### Assignment
Gather all lines in the records below that include the word "place".

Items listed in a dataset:

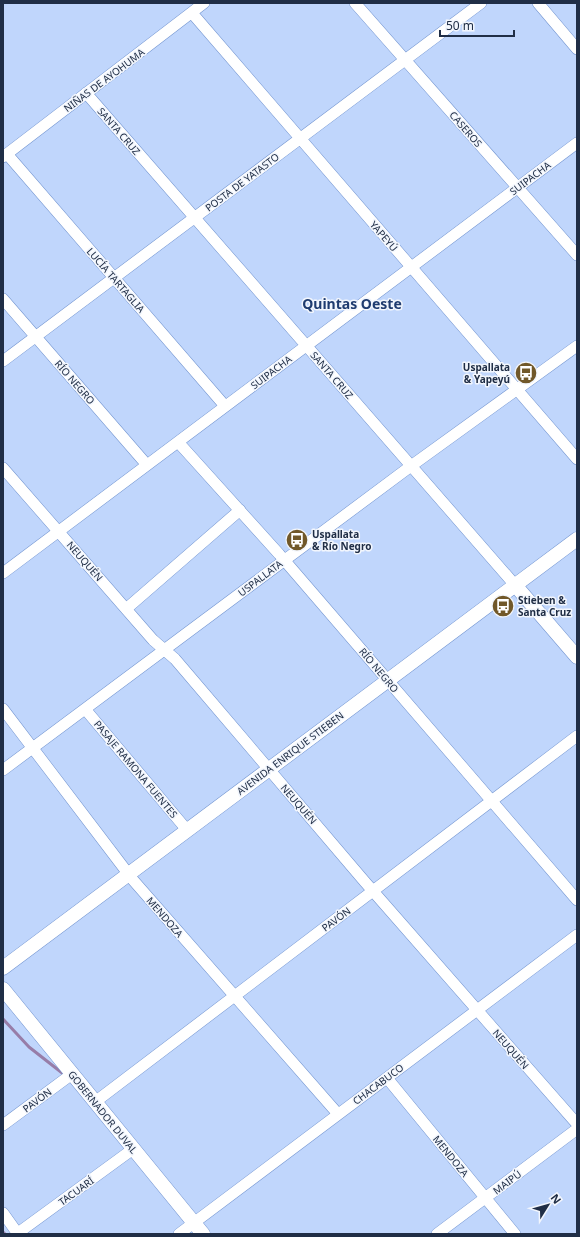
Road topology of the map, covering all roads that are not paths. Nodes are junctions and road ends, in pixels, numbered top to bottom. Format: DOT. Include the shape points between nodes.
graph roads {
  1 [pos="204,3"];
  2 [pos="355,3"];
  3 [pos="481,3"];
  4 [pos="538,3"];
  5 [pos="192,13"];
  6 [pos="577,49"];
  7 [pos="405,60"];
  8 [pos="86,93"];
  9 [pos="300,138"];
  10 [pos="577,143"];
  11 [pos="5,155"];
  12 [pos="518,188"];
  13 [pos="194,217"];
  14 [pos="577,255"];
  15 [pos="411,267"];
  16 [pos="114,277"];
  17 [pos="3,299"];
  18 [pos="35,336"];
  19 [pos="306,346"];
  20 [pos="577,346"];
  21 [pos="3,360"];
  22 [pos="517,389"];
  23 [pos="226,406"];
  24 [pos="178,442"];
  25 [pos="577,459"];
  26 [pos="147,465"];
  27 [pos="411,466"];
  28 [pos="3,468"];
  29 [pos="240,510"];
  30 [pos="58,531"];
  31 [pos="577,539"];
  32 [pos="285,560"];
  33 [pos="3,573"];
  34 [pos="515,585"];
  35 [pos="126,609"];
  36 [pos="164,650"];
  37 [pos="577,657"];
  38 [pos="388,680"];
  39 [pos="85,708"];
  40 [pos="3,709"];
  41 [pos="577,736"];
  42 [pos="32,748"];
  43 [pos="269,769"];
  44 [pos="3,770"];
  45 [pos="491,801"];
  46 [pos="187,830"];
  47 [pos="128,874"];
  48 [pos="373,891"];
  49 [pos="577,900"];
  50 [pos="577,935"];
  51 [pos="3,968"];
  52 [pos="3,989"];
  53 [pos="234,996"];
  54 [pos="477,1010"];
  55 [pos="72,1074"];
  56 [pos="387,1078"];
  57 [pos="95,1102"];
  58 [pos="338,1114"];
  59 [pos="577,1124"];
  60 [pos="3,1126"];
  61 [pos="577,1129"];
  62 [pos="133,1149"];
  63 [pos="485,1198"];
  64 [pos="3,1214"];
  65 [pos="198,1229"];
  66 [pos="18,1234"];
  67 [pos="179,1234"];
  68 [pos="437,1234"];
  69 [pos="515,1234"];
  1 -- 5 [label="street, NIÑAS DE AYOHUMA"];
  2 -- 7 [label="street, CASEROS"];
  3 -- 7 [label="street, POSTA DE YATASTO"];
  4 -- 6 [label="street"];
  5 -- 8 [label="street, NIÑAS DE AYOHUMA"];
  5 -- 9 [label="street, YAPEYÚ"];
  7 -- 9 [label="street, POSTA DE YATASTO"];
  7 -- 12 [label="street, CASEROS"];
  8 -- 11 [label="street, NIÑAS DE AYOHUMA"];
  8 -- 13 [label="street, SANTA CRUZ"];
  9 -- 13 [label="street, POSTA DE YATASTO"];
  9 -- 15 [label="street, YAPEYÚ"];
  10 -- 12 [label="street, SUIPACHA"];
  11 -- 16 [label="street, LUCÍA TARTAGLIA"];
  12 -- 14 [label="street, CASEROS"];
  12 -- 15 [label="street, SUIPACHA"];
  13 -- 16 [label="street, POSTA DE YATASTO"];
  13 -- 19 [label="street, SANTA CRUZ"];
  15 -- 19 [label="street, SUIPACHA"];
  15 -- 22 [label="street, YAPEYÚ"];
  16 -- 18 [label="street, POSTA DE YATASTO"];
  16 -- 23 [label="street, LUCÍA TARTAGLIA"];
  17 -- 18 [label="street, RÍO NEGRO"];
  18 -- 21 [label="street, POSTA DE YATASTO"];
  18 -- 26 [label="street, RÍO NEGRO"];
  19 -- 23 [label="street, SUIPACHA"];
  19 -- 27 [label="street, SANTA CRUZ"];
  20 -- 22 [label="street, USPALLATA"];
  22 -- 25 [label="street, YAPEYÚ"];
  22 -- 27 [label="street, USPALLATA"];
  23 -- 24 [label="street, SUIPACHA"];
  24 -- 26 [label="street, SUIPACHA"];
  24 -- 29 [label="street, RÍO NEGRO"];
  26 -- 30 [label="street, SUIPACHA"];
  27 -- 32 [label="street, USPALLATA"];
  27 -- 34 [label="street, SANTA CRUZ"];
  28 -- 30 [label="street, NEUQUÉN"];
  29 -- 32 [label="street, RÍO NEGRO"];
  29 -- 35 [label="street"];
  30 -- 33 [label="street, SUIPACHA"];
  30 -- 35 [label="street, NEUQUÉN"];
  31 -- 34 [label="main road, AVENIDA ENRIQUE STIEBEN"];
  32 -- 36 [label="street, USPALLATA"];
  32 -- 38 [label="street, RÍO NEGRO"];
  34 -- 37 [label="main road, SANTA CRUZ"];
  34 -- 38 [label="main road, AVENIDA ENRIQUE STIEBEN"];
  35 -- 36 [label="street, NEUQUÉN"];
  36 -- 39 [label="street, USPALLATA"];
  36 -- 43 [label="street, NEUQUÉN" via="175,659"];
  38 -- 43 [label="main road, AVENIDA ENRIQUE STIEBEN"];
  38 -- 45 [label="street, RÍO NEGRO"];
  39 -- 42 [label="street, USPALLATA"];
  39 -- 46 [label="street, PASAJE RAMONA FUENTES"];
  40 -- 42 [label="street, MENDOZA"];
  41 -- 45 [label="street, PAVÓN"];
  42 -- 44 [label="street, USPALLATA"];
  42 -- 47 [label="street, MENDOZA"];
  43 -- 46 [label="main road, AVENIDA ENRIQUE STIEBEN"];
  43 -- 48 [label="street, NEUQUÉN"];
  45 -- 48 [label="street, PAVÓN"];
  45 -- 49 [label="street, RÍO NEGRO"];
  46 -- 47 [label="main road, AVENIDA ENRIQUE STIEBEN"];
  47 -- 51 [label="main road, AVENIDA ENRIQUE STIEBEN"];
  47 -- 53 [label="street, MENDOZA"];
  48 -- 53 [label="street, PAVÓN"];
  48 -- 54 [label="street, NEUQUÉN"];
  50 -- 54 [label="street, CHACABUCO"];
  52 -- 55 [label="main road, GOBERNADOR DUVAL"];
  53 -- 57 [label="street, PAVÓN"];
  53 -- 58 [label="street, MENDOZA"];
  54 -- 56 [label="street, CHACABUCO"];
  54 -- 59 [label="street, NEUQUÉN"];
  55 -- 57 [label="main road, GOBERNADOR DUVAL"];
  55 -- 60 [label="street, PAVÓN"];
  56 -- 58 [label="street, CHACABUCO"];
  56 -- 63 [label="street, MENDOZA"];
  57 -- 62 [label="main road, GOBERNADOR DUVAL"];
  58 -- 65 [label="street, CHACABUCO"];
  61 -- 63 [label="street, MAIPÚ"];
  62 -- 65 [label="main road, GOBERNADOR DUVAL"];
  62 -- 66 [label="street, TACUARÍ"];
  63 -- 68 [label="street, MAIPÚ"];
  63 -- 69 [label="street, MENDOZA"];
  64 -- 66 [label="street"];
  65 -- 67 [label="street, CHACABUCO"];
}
---
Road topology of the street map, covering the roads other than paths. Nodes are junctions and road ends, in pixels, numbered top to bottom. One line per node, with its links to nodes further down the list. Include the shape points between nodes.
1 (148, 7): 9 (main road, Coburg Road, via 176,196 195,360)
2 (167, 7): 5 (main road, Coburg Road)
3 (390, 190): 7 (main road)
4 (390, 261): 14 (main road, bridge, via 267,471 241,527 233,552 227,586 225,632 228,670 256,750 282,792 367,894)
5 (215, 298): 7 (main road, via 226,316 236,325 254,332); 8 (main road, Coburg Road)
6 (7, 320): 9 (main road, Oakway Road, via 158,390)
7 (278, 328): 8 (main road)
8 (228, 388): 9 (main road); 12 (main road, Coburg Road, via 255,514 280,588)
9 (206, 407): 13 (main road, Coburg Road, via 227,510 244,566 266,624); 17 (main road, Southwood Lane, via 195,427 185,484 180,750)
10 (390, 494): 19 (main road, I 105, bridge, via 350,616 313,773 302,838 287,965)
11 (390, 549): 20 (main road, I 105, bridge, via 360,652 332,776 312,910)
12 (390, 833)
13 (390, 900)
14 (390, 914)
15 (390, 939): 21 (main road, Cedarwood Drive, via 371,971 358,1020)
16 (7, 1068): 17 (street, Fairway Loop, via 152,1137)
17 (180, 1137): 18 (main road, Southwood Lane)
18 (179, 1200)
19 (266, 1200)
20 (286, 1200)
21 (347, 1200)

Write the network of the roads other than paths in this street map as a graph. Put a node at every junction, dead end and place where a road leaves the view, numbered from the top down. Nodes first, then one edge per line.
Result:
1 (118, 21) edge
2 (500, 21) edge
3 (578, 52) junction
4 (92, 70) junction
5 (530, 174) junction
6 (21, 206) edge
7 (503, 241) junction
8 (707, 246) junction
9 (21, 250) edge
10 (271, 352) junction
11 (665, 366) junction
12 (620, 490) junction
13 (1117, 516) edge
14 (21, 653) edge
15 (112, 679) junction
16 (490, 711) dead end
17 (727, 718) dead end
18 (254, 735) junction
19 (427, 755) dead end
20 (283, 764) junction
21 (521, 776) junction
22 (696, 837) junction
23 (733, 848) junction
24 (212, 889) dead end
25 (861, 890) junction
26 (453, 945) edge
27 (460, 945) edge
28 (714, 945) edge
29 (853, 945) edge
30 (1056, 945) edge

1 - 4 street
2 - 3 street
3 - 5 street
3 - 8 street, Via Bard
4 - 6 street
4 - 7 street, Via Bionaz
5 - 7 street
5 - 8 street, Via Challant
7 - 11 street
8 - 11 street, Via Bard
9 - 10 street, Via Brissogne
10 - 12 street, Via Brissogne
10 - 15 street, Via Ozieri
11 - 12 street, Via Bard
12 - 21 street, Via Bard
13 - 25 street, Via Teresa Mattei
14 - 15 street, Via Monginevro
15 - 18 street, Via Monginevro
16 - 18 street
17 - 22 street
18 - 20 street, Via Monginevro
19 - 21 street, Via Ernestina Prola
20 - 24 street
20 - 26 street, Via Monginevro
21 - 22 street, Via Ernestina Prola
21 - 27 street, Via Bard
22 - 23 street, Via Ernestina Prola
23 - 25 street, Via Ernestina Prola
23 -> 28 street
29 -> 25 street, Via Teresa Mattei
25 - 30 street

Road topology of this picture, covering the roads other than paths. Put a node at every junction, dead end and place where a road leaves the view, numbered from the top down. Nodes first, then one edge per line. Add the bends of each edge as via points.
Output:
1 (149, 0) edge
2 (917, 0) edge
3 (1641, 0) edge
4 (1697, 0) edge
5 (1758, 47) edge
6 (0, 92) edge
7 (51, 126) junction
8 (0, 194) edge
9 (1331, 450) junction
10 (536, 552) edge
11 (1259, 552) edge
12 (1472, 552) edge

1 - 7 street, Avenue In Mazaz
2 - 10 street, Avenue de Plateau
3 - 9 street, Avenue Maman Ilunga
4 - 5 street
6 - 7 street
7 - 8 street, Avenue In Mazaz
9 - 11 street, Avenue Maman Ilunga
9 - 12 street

### Exercise response
Write the network of the roads other than paths in this street map as a graph. Put a node at every junction, dead end and place where a road leaves the view, numbered from the top down. Nodes first, then one edge per line.
Road topology of this picture, covering the roads other than paths. Put a node at every junction, dead end and place where a road leaves the view, numbered from the top down. Nodes first, then one edge per line. Add the bends of each edge as via points.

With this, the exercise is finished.